An ambitious Canadian Flagship project has successfully reached its goal drilling a 613 m deep ice core from top to bedrock though the Müller ice cap on Axel Heiberg Island, Nunavut, Canada.
Led by the University of Manitoba, the project has brought together ice and climate researchers from across Canada in a joint project together with researchers from Denmark and Australia.
Field updates from Muller Ice Cap
During April and May the ice cores were drilled under harsh climate conditions. May 16th bedrock was reached after also recovering pebbles and sand from under the ice cap. The ice cores will be stored in the Canadian Ice Core Laboratory (CICL) at the University of Alberta.
Measurements from the 613 m deep Mueller ice core will provide knowledge on climate and the extent of the Arctic Ocean sea ice reaching more than 10,000 years back in time. In addition, we will learn if the ice cap contains ice from the vast ice sheet covering North America during the last ice age. The project will bring drilling technology to Canada, use novel methods to measure the ice and educate a new generation of climate researchers. The knowledge on past climate and sea ice extent will improve projections of future changes for the benefit to Inuit communities in Nunavut and northern Canada.
‘It has logistically been a challenging project, so I am so excited to successfully retrieve the ice core from Müller. Now we cannot wait to start the measurements on the ice cores’ says Dorthe Dahl-Jensen, University of Manitoba, Principal investigator of the project.
In addition to the deep ice core, Alison Criscitiello, Director of CICL, University of Alberta, and team have drilled three 70 m ice cores to study the last 200 years. “Such a remote site, at the edge of the Arctic Ocean, will offer unprecedented insight into the long-range atmospheric transport of environmental contaminants to the far North – reconstructions of great importance both to science and to local communities.”

Upper picture field team 1 (Left to right: Emma, Grant, Dave, Sofia, Dorthe, Jaime, Shari, Alison, Etienne and Kevin) who setup camp and drilled the first 450m of the main core.
The camp has also supported studies of the greenhouse gases and mercury by pumping air out of the snow and firn to a depth of 60 m.
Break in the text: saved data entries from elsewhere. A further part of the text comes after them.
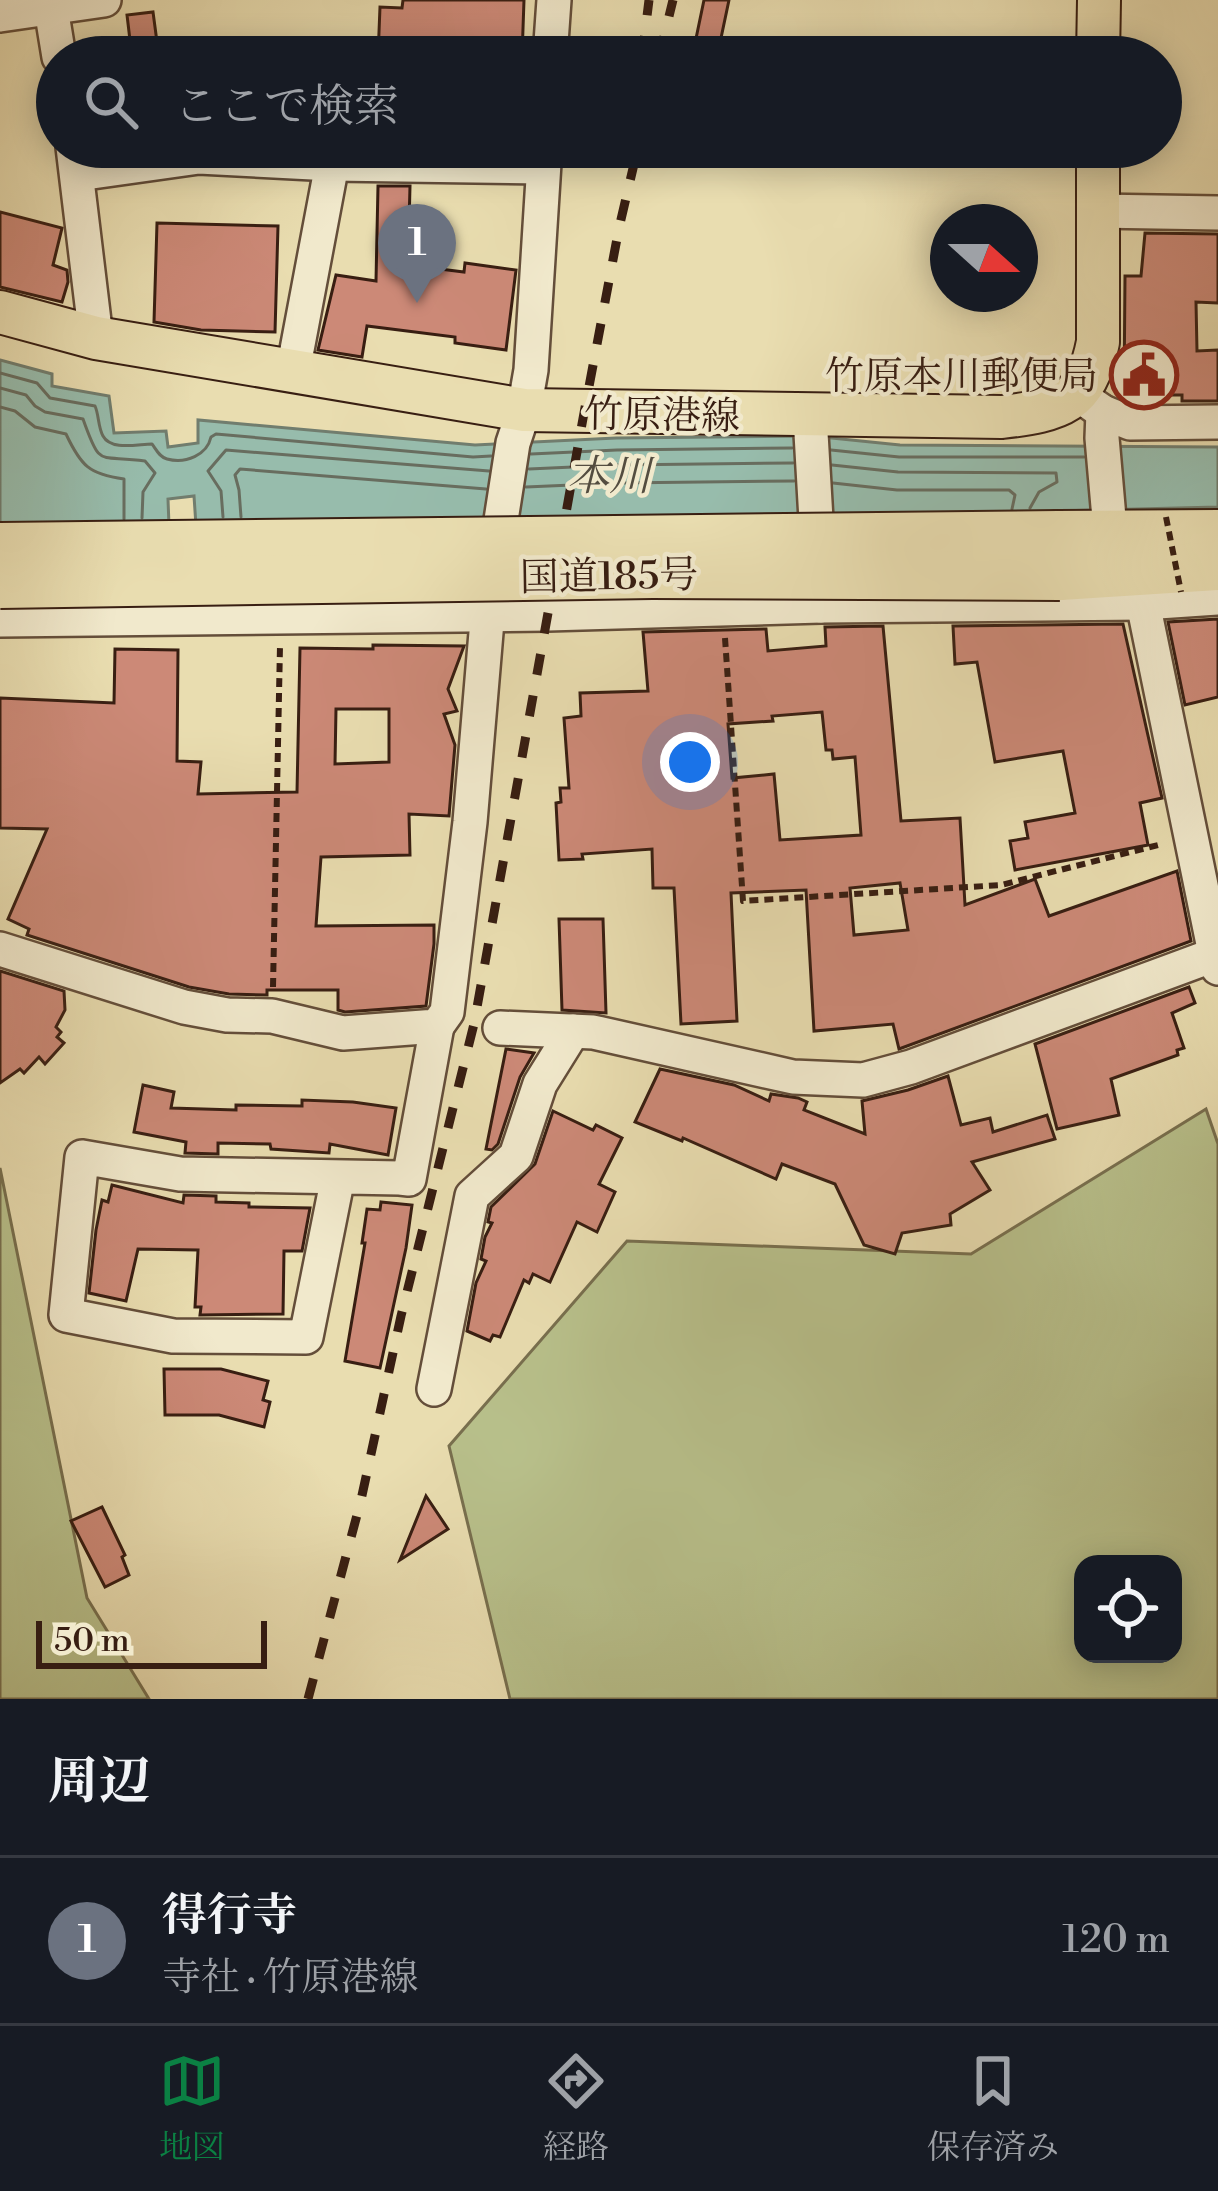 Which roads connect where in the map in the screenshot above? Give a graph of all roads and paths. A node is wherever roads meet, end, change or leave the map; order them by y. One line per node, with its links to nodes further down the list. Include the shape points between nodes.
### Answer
1 (104, 0): 4 (street)
2 (554, 0): 7 (street)
3 (1099, 0): 8 (main road)
4 (51, 8): 5 (street); 6 (street)
5 (0, 15)
6 (56, 36)
7 (551, 36)
8 (1098, 36)
9 (76, 168): 16 (street)
10 (331, 168): 17 (street)
11 (543, 168): 21 (street, via 531,370)
12 (1098, 168): 13 (main road)
13 (1097, 211): 14 (street); 18 (main road)
14 (1218, 213)
15 (0, 312): 16 (main road, 竹原港線)
16 (96, 338): 17 (main road, 竹原港線)
17 (293, 371): 21 (main road, 竹原港線)
18 (1094, 414): 19 (street, via 1130,423); 20 (main road, 竹原港線, via 1066,403 1002,417); 23 (street)
19 (1218, 422)
20 (811, 426): 21 (main road, 竹原港線); 30 (street, bridge)
21 (518, 427): 32 (street, bridge)
22 (1166, 517): 27 (path, bridge)
23 (1109, 518)
24 (1218, 533): 26 (highway, 国道185号)
25 (0, 547): 26 (highway, 国道185号, bridge)
26 (1059, 555): 28 (highway, 国道185号, bridge, via 652,574); 29 (highway, 国道185号)
27 (1200, 579): 29 (highway, 国道185号)
28 (0, 584)
29 (1139, 587): 30 (street); 31 (street); 36 (street)
30 (821, 598): 33 (street)
31 (1218, 598)
32 (488, 606): 33 (street); 34 (street); 40 (street, via 447,1012)
33 (724, 609): 36 (path, via 743,901 1000,885)
34 (280, 619): 35 (street); 39 (path)
35 (0, 620)
36 (1189, 837): 38 (street)
37 (0, 949): 39 (street, via 184,1007)
38 (1217, 958): 42 (street, via 863,1080 793,1077)
39 (272, 1016): 40 (street, via 343,1033)
40 (436, 1027): 43 (street, via 409,1179)
41 (500, 1028): 42 (street)
42 (573, 1031): 44 (street, via 540,1084 515,1156 472,1196)
43 (338, 1178): 43 (street, via 181,1174 82,1157 66,1315 173,1336 307,1337)
44 (434, 1389)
Anais Orsi, University of British Columbia states ‘ This is the first time such measurements have been done on the Canadian ice caps and the results are looking very exciting’.
The deep ice core was drilled with drill equipment developed at the University of Copenhagen and chief driller Grant Boeckmann states: ’The newly developed drill equipment worked really well and it has been a pleasure to be on the remote and stunning Müller ice cap’.
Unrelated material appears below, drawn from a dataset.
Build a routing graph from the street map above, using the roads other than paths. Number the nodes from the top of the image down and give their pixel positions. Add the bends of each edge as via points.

The Muller ice core will also be studied for mercury. ‘The Muller project will help track the history and sources of mercury pollution in the Arctic, and improve projection on when the Arctic marine ecosystem might recover from mercury pollution under the Minamata Convention’, says Feiyue Wang, University of Manitoba.
We would like to thank Polar Continental Shelf Program (PCSP), the Eureka Weather Station and Kenn Borek Air for exceptional support during the field work.